My aunt recently made an appearance after many years after she married a high ranking prof and they bought a house far far away from London. She comes back and wonders how we all have travelled so much and she can't afford it. She hasn't left the country with her husband and kids, who she places on a very high pedestal. She used to visit ages ago and she would actually keep her kids away from us (cousins). Her siblings have 'menial' jobs and she was most surprised when my dad said he'd just been on a cruise, and previously had taken the kids to Disney in Florida. I watched genuine shock spread across her face. When she returned I'm sure she thought she'd find us London lot in the same deprivation she'd left. Her face when she asked how much my rent was and I corrected her as we own our house. And the fact I went to a really good university despite going to the local comp.

When you're around loads of people, as I am, you learn and share how to find the deals to negotiate the lifestyle you want if your wage packet doesn't stretch much without planning. I have a friend who always messages the latest deals (such as the Mango outlet sale I bought from yesterday, or the cheap deals to Barbados actually!). My husband earns a lot, but I still shop around for deals and we don't really live a flashy life because he'd rather invest his cash for our DS and any future children. There are people who live well beyond their means, and that always catches up with them. I try not to think about how people afford things, but sometimes I have questions, such as how X can afford y when kid needs a new z and X claims they are broke.

OP, work hard, progress, save, and I'm sure in time you'll travel far and wide. You don't need anyone making you feel crap for not spending what you work hard for!

OnceThereWasThisGirlWho · 31/05/2016 14:15

why does everyone feel the need to be so materialistic?

Because they are encouraged to be through various overt and covert means (advertising etc).

Our whole economic system is not based on simply sharing out work and resources, but on "growing" the economy through consumption (and making sure the money ultimately filters upwards into the hands of the few). Same reason that despite major advances in technology that mean many former jobs are now done by machines, we're not all enjoying increased leisure time but instead forced to invent unnecessary jobs and scrabble for them so everyone gets their proscribed 40hrs+ a week!

And some people are more resistant to the mind manipulation than others Wink

FrikkaDilla · 31/05/2016 14:16

However she managed to pay for it (and it's credit cards I'm guessing) I think it's tacky in the extreme. Barbados for a hen party...come on. I'm just surprised she didn't go to Dubai, I think that would be her cup of tea.
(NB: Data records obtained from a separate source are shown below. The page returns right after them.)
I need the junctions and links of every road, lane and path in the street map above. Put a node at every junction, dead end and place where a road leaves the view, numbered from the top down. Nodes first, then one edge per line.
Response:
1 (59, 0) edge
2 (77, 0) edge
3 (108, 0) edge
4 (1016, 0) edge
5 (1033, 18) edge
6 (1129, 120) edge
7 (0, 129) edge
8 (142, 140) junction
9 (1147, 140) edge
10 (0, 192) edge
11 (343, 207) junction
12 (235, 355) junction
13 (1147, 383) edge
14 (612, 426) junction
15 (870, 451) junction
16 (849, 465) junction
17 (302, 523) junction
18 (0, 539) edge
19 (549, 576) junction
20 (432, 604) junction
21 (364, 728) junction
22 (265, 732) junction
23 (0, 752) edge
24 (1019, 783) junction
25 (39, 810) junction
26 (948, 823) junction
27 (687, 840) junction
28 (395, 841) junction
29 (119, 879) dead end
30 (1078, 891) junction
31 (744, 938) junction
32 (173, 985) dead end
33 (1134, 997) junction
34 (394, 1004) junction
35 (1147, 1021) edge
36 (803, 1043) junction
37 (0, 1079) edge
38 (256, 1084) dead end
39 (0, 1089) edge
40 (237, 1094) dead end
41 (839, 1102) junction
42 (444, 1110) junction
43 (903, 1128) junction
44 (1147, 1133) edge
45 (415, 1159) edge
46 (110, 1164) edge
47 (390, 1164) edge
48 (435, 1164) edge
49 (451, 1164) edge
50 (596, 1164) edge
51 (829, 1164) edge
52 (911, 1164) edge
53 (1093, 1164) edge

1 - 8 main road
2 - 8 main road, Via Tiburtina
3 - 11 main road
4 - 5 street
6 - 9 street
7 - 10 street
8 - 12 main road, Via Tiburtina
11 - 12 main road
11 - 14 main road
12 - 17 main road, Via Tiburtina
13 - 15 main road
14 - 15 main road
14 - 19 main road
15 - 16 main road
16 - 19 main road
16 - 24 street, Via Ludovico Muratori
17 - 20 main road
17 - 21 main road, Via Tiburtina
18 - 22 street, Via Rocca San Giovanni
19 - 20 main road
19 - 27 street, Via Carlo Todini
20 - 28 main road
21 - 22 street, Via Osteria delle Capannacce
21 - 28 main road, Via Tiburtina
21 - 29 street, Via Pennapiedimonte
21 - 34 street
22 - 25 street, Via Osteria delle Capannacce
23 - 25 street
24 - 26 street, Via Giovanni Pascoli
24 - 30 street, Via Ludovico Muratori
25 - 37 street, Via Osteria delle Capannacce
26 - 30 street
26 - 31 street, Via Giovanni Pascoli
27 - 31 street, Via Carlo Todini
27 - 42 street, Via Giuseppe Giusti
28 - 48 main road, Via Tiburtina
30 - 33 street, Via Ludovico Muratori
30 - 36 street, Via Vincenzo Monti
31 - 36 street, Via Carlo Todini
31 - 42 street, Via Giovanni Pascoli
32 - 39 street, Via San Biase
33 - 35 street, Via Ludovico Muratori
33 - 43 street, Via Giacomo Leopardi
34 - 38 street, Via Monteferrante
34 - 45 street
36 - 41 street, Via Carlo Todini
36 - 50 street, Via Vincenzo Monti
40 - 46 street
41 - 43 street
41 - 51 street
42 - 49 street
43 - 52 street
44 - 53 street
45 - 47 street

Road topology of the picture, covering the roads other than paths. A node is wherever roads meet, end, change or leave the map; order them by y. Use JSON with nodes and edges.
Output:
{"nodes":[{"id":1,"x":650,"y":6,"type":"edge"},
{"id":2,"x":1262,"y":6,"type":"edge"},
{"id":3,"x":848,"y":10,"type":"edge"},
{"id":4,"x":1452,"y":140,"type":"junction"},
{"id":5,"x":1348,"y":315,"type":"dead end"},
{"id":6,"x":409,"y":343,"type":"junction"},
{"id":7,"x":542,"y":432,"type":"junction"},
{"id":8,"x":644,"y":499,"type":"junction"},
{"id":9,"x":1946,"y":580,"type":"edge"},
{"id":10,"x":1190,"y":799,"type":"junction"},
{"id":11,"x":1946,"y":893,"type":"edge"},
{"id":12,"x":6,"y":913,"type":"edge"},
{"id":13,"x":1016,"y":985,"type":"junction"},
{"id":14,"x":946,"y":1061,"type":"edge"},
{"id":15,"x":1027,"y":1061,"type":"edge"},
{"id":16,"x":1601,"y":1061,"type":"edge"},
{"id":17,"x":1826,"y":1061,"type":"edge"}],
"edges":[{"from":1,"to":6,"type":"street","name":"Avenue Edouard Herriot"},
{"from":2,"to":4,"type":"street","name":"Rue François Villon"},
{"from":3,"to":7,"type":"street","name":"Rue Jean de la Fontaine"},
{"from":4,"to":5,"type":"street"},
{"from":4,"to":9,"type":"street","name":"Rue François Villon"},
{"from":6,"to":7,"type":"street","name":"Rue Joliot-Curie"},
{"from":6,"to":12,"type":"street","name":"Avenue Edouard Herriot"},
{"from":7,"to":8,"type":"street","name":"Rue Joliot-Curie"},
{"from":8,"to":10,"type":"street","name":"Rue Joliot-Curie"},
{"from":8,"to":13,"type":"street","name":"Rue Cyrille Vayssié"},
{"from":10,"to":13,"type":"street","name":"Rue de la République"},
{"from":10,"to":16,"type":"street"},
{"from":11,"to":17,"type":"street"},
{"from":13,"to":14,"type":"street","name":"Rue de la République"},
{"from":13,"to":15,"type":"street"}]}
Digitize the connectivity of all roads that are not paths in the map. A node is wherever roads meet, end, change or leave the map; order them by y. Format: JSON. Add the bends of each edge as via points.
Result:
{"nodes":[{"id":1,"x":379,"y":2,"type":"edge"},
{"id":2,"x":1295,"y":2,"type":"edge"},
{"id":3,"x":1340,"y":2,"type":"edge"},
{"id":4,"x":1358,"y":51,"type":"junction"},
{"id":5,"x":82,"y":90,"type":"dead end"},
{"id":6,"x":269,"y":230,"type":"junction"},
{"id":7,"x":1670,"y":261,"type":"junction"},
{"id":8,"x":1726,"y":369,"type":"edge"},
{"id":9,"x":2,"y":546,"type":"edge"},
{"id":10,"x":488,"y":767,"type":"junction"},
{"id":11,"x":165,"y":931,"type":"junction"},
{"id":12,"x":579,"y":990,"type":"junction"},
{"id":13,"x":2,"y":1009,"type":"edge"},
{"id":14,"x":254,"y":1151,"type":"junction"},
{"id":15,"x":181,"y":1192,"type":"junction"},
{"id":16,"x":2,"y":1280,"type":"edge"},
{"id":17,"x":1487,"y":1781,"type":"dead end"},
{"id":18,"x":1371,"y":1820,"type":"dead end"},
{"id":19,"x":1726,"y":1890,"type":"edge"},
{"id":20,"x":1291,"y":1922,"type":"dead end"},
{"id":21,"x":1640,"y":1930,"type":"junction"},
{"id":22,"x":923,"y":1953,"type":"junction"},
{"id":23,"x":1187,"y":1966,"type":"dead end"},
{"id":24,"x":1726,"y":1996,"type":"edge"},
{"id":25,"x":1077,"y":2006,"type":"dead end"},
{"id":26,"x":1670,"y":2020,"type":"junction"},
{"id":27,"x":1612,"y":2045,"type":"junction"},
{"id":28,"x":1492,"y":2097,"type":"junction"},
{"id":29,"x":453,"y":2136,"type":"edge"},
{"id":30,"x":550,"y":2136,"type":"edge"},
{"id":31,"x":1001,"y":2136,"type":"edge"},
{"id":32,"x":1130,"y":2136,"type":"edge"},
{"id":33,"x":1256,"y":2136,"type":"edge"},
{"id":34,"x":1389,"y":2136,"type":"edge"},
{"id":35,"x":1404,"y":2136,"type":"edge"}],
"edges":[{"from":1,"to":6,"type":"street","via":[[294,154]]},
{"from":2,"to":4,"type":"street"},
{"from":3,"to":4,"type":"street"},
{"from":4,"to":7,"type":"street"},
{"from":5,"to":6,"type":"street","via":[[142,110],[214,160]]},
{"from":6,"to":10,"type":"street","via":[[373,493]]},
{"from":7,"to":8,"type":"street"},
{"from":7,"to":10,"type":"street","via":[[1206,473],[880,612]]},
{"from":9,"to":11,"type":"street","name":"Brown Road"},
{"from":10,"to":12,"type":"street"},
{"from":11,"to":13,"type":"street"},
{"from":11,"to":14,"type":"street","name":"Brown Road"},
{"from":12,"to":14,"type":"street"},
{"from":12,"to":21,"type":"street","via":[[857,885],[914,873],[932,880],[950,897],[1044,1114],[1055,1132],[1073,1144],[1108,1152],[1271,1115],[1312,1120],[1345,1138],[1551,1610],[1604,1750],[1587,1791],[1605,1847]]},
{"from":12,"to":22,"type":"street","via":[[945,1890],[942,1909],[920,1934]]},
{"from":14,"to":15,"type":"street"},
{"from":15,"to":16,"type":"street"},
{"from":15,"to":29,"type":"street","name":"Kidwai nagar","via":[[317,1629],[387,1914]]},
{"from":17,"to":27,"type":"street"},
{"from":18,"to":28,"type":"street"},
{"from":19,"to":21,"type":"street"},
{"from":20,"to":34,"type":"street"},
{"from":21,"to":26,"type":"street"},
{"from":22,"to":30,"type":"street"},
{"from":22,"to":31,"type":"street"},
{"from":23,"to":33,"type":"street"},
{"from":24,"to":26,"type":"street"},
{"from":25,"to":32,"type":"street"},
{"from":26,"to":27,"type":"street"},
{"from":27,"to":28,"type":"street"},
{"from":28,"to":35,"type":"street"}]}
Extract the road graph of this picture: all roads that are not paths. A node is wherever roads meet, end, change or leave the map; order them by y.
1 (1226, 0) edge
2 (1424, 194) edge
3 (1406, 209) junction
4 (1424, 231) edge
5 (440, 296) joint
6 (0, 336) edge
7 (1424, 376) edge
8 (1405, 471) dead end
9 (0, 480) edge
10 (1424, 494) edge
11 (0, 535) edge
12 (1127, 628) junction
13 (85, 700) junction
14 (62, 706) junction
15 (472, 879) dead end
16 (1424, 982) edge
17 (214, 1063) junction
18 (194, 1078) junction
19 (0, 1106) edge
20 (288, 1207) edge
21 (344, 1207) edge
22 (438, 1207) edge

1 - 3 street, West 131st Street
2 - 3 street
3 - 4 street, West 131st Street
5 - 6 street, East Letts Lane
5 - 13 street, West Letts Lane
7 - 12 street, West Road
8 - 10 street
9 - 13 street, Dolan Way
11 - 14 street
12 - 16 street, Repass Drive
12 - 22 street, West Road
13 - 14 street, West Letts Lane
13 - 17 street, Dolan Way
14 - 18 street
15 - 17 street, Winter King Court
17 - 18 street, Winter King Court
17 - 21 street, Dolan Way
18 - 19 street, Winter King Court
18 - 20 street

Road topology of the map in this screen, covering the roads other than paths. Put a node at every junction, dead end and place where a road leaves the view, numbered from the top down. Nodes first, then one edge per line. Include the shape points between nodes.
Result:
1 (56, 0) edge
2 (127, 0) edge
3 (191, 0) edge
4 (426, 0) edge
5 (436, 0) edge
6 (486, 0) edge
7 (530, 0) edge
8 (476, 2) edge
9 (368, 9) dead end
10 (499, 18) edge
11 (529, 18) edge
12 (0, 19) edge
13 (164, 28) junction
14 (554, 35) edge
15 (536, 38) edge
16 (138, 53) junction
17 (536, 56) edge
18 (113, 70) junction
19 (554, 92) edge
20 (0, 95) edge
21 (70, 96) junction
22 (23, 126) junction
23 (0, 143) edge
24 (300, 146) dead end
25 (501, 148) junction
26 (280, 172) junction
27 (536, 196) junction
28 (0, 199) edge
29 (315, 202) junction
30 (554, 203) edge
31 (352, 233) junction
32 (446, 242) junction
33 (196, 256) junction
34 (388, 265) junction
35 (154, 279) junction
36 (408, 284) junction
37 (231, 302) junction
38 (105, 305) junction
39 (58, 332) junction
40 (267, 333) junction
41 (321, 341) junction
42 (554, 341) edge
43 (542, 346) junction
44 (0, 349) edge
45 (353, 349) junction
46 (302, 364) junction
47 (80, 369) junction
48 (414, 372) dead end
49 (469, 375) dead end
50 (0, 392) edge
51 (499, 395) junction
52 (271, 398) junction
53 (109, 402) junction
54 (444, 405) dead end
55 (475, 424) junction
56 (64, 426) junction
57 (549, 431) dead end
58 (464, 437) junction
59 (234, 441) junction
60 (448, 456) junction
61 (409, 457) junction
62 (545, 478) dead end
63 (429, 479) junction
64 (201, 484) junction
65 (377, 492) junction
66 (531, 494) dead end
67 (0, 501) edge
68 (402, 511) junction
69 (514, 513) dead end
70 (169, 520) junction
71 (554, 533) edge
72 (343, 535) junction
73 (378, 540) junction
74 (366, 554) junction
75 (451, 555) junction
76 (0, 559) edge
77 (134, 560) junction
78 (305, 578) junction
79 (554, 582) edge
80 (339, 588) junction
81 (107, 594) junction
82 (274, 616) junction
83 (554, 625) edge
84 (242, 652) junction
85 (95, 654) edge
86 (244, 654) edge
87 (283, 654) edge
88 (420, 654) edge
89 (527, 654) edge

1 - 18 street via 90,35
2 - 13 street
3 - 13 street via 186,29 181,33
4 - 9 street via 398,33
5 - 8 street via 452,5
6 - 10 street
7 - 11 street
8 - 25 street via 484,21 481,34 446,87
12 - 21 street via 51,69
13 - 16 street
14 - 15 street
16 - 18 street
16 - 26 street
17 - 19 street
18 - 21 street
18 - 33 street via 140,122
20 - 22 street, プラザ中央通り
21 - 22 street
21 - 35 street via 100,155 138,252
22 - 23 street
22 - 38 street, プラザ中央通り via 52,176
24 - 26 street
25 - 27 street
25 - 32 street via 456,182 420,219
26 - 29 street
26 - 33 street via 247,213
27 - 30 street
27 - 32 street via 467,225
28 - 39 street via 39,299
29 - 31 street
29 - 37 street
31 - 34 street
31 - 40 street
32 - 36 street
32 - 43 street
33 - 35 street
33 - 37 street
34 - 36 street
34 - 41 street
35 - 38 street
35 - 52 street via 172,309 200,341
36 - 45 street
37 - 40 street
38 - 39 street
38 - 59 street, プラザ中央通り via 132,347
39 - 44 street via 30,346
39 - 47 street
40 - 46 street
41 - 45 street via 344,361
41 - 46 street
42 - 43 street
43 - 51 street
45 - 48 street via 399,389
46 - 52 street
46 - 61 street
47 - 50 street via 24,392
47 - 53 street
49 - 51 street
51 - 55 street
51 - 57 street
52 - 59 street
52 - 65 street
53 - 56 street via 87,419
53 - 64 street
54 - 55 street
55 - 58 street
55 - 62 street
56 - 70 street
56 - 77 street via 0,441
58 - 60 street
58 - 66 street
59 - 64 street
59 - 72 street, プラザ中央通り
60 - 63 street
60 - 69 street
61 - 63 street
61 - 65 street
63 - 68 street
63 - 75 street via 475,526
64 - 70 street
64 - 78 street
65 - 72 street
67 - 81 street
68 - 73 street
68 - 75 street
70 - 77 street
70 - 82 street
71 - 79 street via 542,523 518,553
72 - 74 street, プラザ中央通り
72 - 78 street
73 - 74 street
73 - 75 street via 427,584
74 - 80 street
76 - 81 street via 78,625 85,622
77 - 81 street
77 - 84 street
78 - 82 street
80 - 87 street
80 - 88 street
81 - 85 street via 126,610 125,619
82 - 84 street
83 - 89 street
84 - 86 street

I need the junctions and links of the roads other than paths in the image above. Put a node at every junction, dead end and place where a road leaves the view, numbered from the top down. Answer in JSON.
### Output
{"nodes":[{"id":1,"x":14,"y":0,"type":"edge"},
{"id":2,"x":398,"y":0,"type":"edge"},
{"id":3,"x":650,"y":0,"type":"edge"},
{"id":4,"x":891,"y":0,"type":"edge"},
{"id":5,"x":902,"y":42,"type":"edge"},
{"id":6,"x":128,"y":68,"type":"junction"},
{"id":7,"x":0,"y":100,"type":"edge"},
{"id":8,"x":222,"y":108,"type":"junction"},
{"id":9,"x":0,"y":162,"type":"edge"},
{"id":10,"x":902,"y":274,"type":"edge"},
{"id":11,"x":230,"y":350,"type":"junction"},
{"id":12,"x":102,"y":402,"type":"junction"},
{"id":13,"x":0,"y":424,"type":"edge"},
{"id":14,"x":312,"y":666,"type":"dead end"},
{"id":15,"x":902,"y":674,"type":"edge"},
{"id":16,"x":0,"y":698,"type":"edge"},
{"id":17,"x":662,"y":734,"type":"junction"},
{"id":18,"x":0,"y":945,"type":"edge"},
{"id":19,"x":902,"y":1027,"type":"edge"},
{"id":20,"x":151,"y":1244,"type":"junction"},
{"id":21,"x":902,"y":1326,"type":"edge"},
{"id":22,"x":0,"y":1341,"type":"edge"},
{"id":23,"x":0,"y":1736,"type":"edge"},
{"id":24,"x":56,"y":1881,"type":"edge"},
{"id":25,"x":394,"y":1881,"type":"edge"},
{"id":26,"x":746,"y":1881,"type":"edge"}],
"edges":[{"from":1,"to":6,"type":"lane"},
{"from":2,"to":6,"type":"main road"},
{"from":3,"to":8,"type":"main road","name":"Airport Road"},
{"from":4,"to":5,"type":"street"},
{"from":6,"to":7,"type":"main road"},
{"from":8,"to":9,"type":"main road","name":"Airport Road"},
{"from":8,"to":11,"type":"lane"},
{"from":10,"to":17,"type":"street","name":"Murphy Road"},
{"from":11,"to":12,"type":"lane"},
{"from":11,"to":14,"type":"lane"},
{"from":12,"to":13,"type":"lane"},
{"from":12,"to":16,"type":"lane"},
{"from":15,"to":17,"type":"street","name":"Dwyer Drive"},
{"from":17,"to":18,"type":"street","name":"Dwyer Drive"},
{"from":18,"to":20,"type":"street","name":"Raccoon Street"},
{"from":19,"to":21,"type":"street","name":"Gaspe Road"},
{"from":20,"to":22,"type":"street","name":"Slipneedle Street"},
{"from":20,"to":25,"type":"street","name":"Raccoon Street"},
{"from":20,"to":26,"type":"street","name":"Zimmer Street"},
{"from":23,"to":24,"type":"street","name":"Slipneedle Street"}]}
The age of entitlement for sure. Yuk.

Ifiwasabadger · 31/05/2016 14:18

Oh super, some Dubai bashing!

ThumbWitchesAbroad · 31/05/2016 14:19

Jeez, I wouldn't have been able to afford Barbados for a hen do even when I was working full time and pulling in a reasonable wage! (Not a big one, just a comfortable living one).

I think some people these days just buy so much on the never never (credit cards, mostly) without ever thinking about how they're going to pay it all off. I know people who think that the overdraft facility is "extra money" - no it bloody isn't, you're borrowing the bank's money!

But she pretty much gave you the answer - other people, and probably she herself, are using credit and going into debt to facilitate this situation - you are unusual in refusing to do that. And why would you? I know I wouldn't!

Clearly though, she has a chip on her shoulder about you/ this - so why worry now, just drop her and move on. No doubt she'll be one of those brides who expects the cash gifts to be enough to help pay off her wedding (and get her out of the debt she will no doubt be getting into to pay for it).